Problem - Go through the lines of the material and count the ones with the word "Tamoios". Give that count alone.

Data START

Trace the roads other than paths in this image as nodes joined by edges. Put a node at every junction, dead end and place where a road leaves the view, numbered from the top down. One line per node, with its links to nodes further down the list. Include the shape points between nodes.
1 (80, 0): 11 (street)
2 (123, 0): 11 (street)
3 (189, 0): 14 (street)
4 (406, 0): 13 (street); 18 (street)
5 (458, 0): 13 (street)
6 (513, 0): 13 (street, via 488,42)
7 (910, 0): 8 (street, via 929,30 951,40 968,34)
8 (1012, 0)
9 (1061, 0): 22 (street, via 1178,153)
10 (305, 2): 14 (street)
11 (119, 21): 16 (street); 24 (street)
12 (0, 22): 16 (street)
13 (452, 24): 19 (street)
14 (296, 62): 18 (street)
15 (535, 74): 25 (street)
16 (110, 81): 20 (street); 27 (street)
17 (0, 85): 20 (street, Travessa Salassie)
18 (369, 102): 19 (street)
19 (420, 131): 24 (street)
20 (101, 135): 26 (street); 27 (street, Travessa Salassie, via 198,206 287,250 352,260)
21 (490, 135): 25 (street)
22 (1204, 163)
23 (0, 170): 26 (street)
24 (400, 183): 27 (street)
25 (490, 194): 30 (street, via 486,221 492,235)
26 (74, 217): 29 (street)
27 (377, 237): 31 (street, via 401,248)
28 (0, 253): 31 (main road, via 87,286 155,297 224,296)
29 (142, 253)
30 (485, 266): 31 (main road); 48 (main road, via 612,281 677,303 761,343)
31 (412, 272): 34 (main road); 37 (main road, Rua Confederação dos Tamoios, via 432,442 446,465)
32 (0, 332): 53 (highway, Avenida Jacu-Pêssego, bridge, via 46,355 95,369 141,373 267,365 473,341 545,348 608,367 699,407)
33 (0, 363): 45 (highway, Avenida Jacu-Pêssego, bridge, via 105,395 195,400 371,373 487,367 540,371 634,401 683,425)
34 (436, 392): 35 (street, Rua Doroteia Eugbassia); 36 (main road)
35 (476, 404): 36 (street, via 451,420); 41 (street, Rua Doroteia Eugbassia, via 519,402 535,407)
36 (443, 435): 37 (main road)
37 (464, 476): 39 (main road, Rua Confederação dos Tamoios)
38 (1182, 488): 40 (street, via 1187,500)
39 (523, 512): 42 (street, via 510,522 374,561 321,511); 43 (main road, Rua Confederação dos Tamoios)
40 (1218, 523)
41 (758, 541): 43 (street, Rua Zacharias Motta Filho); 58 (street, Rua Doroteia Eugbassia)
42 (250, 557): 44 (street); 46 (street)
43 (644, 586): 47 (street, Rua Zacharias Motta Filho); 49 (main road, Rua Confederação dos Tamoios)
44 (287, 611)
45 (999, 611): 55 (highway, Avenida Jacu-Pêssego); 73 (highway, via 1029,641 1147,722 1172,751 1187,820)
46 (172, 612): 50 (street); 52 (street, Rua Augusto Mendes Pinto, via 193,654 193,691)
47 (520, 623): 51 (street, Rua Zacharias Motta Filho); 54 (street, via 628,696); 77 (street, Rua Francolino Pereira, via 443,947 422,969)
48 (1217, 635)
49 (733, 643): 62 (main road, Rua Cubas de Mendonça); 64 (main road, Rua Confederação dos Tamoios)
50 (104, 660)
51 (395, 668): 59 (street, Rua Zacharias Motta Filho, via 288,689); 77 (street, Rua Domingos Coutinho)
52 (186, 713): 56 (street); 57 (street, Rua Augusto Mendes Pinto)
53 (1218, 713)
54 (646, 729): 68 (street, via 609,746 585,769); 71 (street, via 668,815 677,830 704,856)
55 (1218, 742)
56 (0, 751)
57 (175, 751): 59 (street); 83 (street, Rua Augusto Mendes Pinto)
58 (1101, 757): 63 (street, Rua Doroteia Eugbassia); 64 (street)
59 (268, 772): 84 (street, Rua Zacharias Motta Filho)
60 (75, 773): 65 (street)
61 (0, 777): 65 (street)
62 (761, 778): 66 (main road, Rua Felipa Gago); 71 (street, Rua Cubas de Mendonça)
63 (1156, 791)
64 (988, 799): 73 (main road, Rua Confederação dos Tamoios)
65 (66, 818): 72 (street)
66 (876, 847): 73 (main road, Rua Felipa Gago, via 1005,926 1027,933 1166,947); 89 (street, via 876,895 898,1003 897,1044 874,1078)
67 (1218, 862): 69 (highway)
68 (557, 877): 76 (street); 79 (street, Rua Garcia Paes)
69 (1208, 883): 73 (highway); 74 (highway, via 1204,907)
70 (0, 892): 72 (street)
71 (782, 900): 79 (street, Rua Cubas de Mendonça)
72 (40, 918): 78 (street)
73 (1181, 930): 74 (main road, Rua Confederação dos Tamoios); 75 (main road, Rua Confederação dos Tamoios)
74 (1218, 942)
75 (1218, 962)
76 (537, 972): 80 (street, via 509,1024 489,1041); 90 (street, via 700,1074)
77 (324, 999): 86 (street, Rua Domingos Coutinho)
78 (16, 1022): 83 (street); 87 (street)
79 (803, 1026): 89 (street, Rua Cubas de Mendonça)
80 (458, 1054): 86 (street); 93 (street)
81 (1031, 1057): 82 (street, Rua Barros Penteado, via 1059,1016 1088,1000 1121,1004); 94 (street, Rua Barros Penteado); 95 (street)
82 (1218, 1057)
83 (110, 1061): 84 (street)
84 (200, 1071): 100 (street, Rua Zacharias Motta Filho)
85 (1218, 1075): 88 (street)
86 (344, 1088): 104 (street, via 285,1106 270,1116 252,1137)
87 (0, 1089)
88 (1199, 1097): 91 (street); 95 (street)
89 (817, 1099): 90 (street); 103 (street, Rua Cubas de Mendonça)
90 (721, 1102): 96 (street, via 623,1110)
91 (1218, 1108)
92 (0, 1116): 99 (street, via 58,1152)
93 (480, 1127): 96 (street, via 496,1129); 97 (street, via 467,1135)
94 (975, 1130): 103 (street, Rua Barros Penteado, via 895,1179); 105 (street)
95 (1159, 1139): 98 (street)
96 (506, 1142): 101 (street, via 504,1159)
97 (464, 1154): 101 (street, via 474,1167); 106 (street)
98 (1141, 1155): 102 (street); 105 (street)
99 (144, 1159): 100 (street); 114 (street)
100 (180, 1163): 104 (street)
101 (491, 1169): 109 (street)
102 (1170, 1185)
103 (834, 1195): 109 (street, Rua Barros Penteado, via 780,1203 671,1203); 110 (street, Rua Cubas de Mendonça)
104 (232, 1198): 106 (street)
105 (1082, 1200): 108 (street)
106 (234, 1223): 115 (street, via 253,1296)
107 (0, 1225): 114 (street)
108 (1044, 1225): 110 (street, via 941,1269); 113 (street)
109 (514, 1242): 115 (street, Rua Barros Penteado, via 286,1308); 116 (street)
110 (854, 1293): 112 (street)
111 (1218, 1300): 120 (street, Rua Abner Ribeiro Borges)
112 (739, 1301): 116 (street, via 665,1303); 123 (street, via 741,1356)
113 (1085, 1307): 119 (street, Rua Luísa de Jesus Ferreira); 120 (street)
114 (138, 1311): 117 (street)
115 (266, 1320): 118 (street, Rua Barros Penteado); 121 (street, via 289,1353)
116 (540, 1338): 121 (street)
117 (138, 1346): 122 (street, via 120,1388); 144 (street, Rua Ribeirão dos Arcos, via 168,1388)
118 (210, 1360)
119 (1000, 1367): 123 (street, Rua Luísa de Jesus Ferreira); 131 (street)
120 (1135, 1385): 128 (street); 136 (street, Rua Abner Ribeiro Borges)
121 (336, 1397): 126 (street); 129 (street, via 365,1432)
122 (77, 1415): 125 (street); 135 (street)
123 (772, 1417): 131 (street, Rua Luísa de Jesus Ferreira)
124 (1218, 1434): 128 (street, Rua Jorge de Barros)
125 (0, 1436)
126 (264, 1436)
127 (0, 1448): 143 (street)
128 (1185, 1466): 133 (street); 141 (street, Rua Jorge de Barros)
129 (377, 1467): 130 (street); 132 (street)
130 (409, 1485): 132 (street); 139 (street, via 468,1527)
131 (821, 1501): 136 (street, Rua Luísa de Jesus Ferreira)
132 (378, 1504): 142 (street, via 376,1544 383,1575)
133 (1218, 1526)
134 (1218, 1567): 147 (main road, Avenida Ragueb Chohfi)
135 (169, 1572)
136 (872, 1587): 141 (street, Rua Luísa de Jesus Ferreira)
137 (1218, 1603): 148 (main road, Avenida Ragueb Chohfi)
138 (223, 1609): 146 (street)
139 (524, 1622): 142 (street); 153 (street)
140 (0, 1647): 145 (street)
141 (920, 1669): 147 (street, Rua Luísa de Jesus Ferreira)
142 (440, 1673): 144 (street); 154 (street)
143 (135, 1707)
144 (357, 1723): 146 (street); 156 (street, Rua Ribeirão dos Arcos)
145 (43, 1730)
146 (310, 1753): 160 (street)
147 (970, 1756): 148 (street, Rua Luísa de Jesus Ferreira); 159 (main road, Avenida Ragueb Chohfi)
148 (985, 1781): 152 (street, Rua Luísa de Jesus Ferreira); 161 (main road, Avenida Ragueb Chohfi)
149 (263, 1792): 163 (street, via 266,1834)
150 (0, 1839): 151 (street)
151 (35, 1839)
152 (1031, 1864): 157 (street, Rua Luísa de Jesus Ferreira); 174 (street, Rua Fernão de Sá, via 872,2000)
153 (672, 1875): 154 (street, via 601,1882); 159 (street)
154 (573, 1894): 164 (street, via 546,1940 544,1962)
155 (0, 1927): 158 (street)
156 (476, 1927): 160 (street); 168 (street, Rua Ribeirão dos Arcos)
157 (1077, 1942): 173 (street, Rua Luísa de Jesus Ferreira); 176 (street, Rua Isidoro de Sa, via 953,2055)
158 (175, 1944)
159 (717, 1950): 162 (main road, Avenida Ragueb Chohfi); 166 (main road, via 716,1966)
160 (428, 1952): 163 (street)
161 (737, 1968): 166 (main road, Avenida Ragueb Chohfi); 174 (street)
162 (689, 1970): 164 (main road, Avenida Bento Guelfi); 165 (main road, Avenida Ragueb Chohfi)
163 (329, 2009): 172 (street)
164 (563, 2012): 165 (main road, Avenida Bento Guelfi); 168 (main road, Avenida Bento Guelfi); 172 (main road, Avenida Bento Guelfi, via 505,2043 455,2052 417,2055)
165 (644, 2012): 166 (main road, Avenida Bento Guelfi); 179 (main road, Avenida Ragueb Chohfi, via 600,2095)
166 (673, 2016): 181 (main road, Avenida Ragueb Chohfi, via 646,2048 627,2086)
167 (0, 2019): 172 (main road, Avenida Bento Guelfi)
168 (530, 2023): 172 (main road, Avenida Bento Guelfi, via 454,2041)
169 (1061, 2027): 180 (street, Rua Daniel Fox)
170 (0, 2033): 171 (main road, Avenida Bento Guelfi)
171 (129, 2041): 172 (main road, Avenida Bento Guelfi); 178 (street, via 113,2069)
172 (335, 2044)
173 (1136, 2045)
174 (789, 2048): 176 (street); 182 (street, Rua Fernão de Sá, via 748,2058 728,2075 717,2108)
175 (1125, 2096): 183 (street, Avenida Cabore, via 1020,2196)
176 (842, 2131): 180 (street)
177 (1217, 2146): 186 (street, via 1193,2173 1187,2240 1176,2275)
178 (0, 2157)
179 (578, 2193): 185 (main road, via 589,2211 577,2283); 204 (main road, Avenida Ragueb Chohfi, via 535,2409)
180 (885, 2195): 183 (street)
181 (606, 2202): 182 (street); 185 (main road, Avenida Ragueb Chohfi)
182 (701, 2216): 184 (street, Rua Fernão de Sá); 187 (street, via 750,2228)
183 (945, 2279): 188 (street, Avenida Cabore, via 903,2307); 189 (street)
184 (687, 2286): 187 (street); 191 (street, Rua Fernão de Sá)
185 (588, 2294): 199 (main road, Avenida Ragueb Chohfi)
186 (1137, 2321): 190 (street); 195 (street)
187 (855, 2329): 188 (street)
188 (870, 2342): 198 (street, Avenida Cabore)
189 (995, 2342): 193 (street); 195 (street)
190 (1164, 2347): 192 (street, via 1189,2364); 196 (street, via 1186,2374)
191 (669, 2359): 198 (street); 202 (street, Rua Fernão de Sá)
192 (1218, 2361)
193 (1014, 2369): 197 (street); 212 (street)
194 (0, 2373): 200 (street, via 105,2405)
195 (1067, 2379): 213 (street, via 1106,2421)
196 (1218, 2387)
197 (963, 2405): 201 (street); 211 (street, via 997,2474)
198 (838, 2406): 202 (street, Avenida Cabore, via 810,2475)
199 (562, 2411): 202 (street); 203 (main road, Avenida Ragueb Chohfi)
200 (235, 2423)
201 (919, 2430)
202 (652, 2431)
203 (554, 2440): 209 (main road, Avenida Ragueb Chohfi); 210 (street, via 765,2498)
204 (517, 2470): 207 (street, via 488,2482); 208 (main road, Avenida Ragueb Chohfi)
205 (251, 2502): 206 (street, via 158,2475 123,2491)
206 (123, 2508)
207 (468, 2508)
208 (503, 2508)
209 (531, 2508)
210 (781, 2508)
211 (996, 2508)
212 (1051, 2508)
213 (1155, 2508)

Data END

Expected answer - 7